# **FastText** - Training
This notebook trains a fastText supervised model and generates predictions on the test set. 


## Sources
Uses Facebook AI research's Python implementation of FastText: https://github.com/facebookresearch/fastText/tree/master/python
## Reproducibility
After running this notebook, you will obtain the model used for Submission **#109984** on AIcrowd

| Accuracy | F1 |
|:---:|:---:|
| 85.9% | 86.0% |

## Notes
FastText is very efficient, and this notebook can be run in under 5 minutes.
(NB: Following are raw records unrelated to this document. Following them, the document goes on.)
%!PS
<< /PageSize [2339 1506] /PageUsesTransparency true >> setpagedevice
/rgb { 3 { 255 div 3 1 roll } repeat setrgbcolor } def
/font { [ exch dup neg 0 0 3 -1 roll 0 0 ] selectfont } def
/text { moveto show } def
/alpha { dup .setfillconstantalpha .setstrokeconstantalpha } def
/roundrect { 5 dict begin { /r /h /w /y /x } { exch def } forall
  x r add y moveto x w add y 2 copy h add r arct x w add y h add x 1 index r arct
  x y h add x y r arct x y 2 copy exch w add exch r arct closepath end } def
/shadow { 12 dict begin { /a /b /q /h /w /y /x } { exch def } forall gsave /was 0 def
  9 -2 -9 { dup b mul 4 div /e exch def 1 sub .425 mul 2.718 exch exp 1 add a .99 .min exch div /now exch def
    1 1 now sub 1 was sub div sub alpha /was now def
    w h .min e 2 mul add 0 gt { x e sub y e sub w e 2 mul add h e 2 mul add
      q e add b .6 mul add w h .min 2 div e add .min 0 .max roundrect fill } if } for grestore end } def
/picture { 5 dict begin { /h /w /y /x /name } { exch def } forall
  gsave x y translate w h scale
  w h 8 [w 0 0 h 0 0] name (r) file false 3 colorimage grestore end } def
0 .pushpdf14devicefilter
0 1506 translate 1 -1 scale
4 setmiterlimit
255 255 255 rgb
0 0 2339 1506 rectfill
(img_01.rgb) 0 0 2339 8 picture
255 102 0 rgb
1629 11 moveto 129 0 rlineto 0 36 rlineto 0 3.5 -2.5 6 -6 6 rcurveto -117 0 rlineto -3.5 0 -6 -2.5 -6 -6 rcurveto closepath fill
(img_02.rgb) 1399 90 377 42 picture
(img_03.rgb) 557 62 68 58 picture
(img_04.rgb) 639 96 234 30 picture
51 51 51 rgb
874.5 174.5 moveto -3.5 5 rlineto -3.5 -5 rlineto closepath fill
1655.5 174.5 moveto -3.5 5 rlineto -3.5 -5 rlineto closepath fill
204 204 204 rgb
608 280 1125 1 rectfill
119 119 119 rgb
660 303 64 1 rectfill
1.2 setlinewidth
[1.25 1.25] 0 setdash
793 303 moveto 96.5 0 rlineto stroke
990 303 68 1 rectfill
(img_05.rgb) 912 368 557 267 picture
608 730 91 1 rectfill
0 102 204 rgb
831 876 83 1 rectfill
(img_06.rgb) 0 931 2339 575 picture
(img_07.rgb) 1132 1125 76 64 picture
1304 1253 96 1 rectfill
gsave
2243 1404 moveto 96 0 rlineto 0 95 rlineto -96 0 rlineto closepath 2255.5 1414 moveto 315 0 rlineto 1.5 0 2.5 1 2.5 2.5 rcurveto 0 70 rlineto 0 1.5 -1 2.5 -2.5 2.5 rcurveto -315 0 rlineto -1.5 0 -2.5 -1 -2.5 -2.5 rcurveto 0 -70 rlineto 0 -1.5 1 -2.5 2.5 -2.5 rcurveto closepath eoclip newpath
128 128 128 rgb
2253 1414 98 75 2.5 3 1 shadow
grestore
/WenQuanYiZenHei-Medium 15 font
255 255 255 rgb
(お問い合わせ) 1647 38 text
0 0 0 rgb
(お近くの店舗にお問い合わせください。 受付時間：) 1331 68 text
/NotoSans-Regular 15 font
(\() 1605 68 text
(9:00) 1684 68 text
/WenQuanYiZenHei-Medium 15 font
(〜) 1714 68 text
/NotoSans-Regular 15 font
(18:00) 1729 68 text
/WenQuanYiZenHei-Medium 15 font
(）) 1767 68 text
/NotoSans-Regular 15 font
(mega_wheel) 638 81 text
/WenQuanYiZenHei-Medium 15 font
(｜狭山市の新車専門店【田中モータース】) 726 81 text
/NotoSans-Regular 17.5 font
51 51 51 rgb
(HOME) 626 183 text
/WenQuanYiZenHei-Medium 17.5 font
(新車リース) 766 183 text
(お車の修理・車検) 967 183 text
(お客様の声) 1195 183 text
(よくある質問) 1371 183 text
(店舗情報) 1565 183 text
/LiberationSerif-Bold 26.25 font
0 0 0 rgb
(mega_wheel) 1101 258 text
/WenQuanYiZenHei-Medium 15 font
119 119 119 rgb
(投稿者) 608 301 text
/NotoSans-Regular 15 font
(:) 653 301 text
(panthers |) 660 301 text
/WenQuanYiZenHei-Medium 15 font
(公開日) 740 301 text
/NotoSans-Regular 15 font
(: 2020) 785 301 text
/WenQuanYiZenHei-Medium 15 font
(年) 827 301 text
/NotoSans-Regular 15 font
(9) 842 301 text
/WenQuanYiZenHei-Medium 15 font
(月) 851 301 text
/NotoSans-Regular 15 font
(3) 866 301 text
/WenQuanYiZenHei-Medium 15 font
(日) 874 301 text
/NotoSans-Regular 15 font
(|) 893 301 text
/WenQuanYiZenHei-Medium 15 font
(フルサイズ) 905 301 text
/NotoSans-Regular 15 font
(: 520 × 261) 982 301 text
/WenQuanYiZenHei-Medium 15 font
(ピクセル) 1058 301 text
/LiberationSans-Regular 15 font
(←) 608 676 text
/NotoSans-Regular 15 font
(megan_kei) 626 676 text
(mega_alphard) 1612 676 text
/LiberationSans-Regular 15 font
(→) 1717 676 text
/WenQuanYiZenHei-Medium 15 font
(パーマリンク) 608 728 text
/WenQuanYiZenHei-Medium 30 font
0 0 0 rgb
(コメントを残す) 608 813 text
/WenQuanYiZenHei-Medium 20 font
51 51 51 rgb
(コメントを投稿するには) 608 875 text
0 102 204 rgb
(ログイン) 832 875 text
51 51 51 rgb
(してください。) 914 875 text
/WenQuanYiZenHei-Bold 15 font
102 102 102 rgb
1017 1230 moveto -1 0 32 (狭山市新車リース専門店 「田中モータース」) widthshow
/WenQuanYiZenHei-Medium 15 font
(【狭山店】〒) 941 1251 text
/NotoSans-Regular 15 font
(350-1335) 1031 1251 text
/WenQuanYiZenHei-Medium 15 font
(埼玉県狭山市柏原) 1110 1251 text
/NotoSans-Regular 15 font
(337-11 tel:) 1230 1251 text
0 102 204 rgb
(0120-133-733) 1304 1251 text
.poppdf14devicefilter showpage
FastText is a great option for simple text classification problems where state-of-the-art performance is not necessary. 

### Creating a fastText labeled dataset

In [1]:
import numpy as np 
import pandas as pd 
import fasttext_models as mod
import os 
import wget
import fasttext

root = 'data/'
os.makedirs(root, exist_ok=True)

seed = 0

CREATE_NEW_DATASET = True # If need to create a labeled text file for FastText 
if CREATE_NEW_DATASET:
    
    # Download negative full
    neg_url = 'https://api.onedrive.com/v1.0/shares/u!aHR0cHM6Ly8xZHJ2Lm1zL3QvcyFBclREZ3U5ejdJT1ZqcDQ0eDZMdDI5WXBlVXYyZGc_ZT1ZZDJn/root/content'
    neg_filename = root + 'train_neg_full_u.txt'
    wget.download(neg_url, neg_filename)
    neg_tweets = mod.txt_to_list(neg_filename)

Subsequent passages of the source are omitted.